“It’s that affair of the commercial traveller. It’s all blown, and you are in for five years at least. Jim White is in the office already, and the £20 bank note with him.”
Jess seemed struck in a heap with the news. She flashed deadly pale and sank feebly into a chair, with her bold, bright eyes becoming shiny with tears.
“Where’s Dickie?” she faintly articulated to some of the silent onlookers, and, fearing treachery, I snatched out a double brass whistle which can be heard a whole street off, and swiftly raised it to my lips.
“Stop! you needn’t,” Jess quickly interposed, understanding the motion. “Dickie’s only my laddie. Oh, what will become of him when I’m away?”
Dickie was said to be playing down on the street, so I told her we might see him as we left. Jess began to cry bitterly—Jess! whom I believed to have not one genuine tear in her! and thus we descended the stairs together. In the street a ragged and unkempt boy of seven or eight was brought to her side, and she clutched him to her breast, kissing his smudged face with a passionate fervour which gave me quite a fresh insight into her character. The boy resembled her in features, and would have passed for good-looking had he only been washed and dressed up a little.
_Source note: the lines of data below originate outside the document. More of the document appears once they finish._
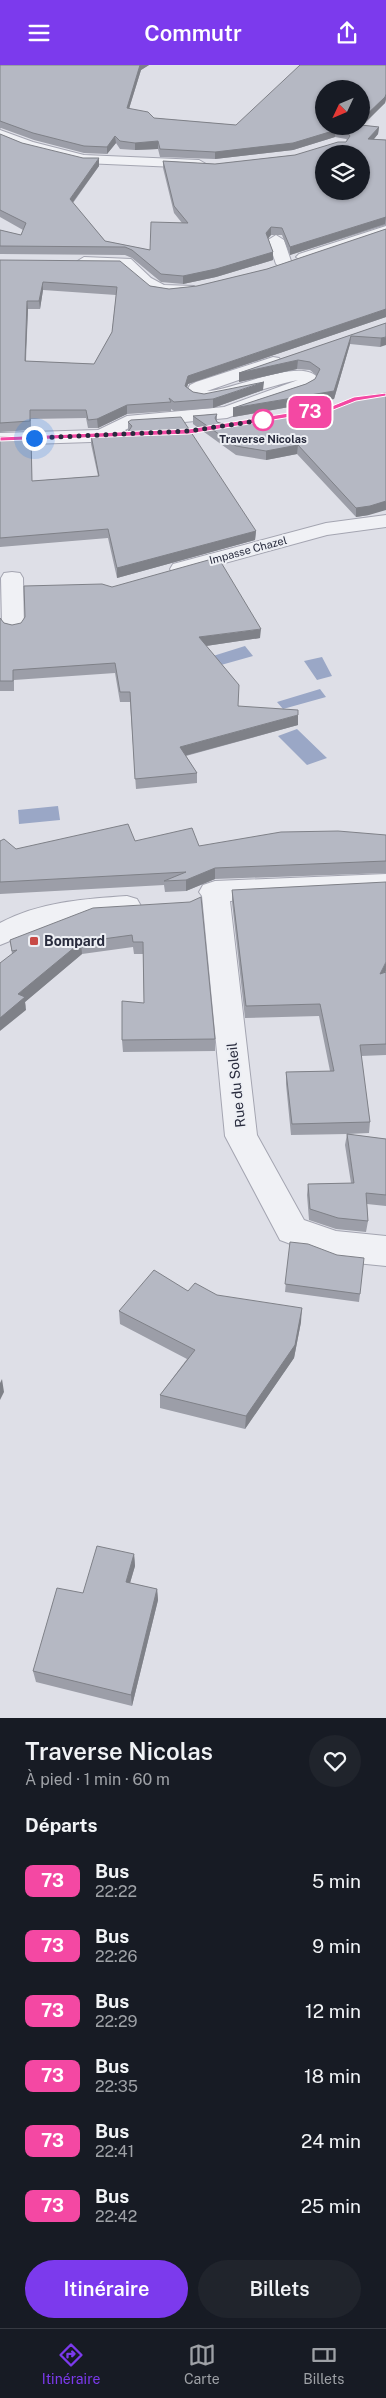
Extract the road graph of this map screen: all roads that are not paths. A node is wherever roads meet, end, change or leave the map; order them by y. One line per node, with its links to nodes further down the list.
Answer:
1 (0, 134): 2 (street)
2 (215, 165)
3 (386, 230): 6 (street)
4 (276, 240): 6 (street)
5 (67, 262): 8 (street)
6 (284, 264): 7 (street)
7 (265, 270)
8 (203, 286)
9 (285, 358): 11 (street)
10 (256, 421): 11 (street)
11 (104, 435): 12 (street)
12 (0, 439)
13 (386, 521): 14 (street, Impasse Chazel)
14 (158, 575)
15 (12, 578): 16 (street)
16 (13, 626)
17 (374, 884): 18 (street); 21 (street, Rue du Soleil)
18 (386, 897)
19 (153, 905): 20 (street)
20 (0, 935)
21 (386, 1251)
“What’s to ’come o’ my bairn?—oh, what’s to ’come o’ my bairn?” wailed Jess, and the boy began to howl in concert, and I saw that it would be useless to try to separate them just then.
“Oh, he’ll be looked after as he has often been before,” I carelessly answered. “He’ll go to the Poorhouse. He’ll be safer there than under your care—and cleaner.”
The remark did not appear to console Jess in the least. Dickie was her only child, and the whole strength of her nature seemed concentrated in her love of that boy. I was astonished, and speculated on the matter all the way to the office, quietly wondering what “line of business” that same gutter child was destined to torment me and others by adopting, when he should be a few years older.
I had made a pretty shrewd guess at Jess’s sentence, for the list of previous convictions was so strong against her that she was awarded exactly the number of years I had named. I was convinced by that time that she did not grieve over the punishment at all, but over her separation from her child, and I remember thinking—“We are poor judges of one another. What a strong hold could be taken of that woman through that child, if one only knew how to use the power.”
Dickie was allowed to see his mother once before she was sent to the Penitentiary, and then he went back to the Poorhouse. He was a good deal cleaner by that time, and had on different clothing, but there was one plaything, or fetish, with which he had resolutely refused to part, and that still hung from his neck. It was a broken cairngorm stone, with a hole drilled at one end, through which a bit of twine had been drawn, that he might suspend the trinket from his neck. I had noticed the stone when I took him to the office with his mother, but merely glanced at it, thinking that it was but an imitation moulded in yellow glass. I was mistaken, for it was part of a real stone, and had probably been set in some stolen brooch which had been broken up for the metal.